How can a university be committed to free speech and academic freedom while a vice-chancellor is speaking about the damage and harm of questions being pursued and inappropriate words being spoken or written? I raised this question with the department of education in Senate estimates, and I was amazed to receive from the department a response effectively dismissing my concern about the free-speech impacts of the statements by the vice-chancellor on the University of Melbourne's policies. That's why the bills that we're discussing here this evening are so important. TEQSA has an incredibly important role to play, going forward, in the adherence of universities to their free-speech obligations. I certainly hope that TEQSA is prepared to look a little more closely than the department has at the obvious threats to free speech like the ones I have just mentioned here this evening.

In summary, the Tertiary Education Quality and Standards Agency (Charges) Bill 2021 and the Tertiary Education Quality and Standards Agency Amendment (Cost Recovery) Bill 2021, are important bills. They will give effect to the government's decision to implement increased cost recovery for TEQSA, which was initially delayed due to external factors including the COVID-19 pandemic.

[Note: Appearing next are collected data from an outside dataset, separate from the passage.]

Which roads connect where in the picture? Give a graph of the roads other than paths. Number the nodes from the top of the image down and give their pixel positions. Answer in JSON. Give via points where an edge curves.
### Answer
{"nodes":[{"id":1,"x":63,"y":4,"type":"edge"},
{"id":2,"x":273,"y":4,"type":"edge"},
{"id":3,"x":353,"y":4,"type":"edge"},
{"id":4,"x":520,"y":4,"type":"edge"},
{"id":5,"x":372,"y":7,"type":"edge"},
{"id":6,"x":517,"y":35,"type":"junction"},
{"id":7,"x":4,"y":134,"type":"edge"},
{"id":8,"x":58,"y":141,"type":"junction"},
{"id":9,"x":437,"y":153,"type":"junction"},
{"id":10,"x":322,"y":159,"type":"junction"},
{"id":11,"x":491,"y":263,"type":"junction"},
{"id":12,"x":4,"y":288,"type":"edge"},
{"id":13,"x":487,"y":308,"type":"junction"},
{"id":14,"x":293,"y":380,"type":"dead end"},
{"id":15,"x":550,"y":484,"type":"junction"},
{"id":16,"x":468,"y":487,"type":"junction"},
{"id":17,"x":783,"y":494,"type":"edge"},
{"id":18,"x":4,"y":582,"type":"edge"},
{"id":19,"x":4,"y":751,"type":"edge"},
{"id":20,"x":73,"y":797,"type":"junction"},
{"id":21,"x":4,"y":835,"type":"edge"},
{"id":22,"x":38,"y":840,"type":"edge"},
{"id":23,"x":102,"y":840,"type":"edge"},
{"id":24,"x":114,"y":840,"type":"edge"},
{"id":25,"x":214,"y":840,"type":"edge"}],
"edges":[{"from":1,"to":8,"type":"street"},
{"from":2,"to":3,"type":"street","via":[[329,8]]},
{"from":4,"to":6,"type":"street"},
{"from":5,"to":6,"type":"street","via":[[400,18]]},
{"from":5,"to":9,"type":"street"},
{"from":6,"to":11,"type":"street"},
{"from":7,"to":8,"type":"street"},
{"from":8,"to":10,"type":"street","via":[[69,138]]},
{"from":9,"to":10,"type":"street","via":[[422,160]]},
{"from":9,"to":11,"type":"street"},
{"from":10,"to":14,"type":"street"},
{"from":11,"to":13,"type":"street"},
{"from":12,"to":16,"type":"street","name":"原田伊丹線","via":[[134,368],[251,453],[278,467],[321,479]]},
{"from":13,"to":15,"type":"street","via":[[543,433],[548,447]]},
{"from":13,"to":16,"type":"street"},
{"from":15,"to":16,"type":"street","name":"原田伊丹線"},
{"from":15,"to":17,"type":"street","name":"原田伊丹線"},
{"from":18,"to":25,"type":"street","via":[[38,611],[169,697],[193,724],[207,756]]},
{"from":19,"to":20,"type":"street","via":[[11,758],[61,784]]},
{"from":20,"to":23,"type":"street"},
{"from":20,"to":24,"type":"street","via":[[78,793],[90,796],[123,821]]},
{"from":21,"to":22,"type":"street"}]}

It's incredibly important that we have a well-resourced and efficiently resourced regulatory body for the higher education providers in this country.

In my first contribution in this place two years ago, I raised my concern about the erosion of academic freedom on our university campuses. I mentioned that 10 years ago, when I was studying at university, while my views might have been dismissed by my fellow students—most of them of a different political ilk to me, and they were dismissed on the basis of my own political ilk—at least we were able to have a conversation. I fear that at our university campuses now the conversations, the debates, are not happening. That results in graduates that are only ever provided with one perspective on the world. Isn't the very reason people go to university to expand their horizons, to expose themselves to new ideas? Because it is by exposing yourself to new ideas and to different points of view that you can develop a better understanding of how you think the world operates.

If we want our university graduates coming out of higher education with a sound, robust idea of where their place is in the world and how they are going to impact on their community, then we need bodies like TEQSA willing to ensure that our universities are places that encourage free academic inquiry. If that isn't the case, if our university students can't have the debate, if our universities aren't encouraged to provide students with the opportunity and the space to have that debate, then that is a very sorry state of affairs for free speech in this country and on our university campuses. I feel very strongly about this, as I'm sure you can tell. On that basis, I commend these two bills that we're debating this evening to the Senate.